### PROBLEM TO WORK ON:
Report each line of the records where "Answer" occurs.

Dataset entries
********************
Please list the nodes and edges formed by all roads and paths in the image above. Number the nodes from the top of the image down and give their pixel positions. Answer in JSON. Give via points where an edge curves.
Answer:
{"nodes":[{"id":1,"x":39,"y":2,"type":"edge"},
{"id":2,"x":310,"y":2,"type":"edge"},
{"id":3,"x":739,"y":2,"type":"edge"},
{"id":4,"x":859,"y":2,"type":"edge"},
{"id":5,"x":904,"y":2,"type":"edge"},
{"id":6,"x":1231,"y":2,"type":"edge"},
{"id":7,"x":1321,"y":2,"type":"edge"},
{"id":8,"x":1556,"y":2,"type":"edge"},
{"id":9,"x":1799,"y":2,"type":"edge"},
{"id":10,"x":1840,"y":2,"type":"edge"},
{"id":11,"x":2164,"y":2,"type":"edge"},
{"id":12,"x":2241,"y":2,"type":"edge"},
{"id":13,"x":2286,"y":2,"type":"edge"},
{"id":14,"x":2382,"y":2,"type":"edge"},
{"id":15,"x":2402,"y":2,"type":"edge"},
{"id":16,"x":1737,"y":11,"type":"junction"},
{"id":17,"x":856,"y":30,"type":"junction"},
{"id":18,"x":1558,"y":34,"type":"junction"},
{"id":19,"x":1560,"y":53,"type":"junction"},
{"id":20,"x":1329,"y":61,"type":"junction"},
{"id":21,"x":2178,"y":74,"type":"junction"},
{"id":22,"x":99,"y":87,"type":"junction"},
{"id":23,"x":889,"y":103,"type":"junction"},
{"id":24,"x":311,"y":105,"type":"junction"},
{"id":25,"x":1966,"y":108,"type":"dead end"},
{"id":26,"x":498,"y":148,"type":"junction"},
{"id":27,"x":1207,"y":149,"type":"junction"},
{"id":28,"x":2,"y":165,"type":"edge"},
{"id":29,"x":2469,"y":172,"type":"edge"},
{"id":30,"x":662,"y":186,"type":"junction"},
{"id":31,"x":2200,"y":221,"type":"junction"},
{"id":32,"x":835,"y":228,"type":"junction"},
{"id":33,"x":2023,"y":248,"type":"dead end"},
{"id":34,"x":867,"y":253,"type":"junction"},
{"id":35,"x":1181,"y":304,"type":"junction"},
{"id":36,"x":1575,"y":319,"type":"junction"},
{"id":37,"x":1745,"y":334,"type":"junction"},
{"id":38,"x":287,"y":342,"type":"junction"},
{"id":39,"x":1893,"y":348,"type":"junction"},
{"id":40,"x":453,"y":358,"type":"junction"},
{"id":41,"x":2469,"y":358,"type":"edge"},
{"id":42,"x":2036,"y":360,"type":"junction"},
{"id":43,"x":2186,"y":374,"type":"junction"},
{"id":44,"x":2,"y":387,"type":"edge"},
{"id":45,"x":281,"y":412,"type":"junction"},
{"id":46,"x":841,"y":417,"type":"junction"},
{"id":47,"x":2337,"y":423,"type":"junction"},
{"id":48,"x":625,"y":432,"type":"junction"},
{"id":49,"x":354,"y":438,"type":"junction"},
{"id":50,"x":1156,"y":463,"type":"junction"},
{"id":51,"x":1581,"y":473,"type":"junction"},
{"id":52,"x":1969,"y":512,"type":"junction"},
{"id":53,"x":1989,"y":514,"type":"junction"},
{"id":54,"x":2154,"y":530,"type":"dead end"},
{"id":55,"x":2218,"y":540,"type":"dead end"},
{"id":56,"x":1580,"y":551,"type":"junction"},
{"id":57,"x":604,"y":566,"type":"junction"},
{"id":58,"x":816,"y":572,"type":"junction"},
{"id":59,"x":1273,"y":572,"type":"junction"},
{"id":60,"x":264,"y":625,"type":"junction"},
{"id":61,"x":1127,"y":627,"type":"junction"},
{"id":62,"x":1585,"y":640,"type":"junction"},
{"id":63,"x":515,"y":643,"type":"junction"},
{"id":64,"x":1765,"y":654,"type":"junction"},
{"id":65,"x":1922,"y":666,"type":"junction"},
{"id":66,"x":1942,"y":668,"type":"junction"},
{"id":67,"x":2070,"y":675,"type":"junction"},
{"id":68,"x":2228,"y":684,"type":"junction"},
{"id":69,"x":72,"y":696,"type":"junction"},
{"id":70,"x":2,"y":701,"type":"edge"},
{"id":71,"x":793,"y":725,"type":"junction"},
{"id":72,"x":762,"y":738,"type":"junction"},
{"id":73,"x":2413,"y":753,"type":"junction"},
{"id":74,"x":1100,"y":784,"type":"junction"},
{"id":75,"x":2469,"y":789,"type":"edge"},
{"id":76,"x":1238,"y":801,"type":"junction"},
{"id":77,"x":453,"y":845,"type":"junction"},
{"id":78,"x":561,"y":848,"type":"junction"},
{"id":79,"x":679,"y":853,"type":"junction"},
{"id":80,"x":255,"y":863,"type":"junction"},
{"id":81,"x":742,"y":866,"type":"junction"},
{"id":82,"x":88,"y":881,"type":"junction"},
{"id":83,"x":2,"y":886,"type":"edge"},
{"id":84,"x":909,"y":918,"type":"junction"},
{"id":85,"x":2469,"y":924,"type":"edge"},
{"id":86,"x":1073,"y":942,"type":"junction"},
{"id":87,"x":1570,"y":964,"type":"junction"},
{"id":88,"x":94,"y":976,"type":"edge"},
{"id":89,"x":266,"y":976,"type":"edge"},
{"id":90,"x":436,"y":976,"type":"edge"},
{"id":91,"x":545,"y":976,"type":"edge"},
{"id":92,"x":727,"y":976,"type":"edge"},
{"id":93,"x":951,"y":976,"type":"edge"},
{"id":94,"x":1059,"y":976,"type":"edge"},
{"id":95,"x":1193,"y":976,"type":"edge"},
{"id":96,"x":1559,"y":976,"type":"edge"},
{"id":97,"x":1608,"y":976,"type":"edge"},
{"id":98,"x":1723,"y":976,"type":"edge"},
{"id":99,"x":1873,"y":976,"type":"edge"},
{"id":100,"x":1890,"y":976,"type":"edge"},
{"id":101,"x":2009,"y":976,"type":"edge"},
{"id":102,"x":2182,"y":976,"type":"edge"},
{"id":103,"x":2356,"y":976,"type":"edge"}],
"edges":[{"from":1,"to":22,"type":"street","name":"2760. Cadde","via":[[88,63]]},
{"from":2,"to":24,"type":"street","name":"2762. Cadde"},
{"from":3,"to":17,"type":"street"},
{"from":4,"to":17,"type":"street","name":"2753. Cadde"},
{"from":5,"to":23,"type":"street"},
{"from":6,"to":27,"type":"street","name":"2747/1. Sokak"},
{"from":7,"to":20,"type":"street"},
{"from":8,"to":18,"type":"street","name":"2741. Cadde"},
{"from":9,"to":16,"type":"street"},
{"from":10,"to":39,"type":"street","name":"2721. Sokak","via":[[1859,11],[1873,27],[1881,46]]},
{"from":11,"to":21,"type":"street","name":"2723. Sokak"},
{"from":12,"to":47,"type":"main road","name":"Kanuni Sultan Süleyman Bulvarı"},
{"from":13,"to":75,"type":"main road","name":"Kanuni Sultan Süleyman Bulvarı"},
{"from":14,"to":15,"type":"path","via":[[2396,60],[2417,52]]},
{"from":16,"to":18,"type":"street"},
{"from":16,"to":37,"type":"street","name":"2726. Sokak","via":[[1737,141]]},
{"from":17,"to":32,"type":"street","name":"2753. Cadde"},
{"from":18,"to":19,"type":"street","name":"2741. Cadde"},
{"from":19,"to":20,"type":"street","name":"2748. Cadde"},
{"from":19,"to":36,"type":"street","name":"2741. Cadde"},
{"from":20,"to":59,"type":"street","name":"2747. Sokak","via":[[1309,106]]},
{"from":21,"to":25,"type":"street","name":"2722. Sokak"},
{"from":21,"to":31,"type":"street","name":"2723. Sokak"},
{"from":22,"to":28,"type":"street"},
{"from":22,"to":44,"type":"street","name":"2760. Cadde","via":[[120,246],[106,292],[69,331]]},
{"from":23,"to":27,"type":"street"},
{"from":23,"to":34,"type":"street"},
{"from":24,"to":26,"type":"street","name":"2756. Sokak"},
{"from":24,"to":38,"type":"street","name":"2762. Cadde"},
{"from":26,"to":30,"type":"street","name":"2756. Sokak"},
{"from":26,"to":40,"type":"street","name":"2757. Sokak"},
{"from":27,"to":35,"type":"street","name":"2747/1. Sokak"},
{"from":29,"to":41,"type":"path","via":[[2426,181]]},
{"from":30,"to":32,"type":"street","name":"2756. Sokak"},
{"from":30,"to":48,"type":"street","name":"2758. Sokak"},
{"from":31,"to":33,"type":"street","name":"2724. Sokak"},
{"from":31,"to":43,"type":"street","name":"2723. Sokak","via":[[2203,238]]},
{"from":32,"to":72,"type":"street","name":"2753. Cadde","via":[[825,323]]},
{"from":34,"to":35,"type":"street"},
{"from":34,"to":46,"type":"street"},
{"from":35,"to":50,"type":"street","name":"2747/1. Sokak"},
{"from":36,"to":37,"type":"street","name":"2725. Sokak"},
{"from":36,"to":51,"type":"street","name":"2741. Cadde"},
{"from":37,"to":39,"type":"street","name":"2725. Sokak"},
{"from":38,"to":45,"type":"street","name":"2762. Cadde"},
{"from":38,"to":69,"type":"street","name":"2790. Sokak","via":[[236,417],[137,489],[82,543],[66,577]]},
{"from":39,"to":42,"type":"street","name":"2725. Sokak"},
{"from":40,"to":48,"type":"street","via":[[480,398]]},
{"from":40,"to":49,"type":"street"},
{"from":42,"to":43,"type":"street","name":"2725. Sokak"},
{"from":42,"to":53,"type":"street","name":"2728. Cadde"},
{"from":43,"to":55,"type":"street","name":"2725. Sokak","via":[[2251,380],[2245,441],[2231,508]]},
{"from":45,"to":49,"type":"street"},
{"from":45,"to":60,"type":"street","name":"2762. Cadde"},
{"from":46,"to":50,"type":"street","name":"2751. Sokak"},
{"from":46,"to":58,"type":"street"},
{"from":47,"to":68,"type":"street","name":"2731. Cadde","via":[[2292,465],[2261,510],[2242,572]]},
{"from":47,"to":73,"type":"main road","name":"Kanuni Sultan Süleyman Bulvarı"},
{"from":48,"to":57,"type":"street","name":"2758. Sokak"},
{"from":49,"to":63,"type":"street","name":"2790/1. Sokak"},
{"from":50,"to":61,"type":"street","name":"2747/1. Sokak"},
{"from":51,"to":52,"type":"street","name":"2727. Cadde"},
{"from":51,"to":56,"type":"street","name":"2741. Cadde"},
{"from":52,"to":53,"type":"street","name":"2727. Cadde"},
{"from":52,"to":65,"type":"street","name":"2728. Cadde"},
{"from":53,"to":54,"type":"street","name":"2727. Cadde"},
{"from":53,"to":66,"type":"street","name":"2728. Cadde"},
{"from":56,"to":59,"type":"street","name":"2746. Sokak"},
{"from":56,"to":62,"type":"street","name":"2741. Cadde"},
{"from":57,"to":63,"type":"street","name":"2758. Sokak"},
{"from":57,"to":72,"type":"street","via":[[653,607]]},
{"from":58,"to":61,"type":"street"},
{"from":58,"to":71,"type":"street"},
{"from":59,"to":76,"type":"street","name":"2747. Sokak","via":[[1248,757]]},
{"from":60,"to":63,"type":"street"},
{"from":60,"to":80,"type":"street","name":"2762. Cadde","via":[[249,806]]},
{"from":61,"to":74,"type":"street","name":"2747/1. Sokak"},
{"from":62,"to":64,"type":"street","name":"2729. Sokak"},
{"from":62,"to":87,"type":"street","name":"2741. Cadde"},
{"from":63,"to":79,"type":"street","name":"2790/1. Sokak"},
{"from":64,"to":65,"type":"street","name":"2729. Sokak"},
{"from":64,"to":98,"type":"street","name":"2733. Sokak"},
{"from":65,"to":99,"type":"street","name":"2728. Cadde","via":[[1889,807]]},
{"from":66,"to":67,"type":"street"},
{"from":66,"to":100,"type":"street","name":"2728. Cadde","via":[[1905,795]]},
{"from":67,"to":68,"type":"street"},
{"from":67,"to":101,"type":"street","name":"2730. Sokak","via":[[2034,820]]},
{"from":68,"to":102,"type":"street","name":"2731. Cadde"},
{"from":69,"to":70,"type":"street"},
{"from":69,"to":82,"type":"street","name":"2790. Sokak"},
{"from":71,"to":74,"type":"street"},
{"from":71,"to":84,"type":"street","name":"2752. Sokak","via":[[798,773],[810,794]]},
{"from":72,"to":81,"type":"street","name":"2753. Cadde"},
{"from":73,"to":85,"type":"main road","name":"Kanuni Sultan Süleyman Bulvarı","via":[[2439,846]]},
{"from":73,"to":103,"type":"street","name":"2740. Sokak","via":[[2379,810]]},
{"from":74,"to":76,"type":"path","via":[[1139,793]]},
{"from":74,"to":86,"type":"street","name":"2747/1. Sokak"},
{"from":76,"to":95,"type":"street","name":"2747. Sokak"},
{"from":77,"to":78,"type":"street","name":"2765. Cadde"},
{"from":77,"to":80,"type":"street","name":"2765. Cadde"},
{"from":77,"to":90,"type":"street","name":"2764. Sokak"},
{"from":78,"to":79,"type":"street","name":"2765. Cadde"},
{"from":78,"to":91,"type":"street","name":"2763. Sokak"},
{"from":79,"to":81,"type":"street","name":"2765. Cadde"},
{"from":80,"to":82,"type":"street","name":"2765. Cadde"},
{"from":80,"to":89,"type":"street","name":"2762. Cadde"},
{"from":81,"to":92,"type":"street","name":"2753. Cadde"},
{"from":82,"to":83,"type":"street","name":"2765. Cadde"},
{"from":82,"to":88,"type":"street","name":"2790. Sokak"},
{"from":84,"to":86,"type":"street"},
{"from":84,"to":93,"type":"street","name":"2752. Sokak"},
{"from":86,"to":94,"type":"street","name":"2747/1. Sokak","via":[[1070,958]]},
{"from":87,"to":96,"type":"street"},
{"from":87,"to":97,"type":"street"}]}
********************
### OUTPUT:
Please list the nodes and edges formed by all roads and paths in the image above. Number the nodes from the top of the image down and give their pixel positions. Answer in JSON. Give via points where an edge curves.
Answer:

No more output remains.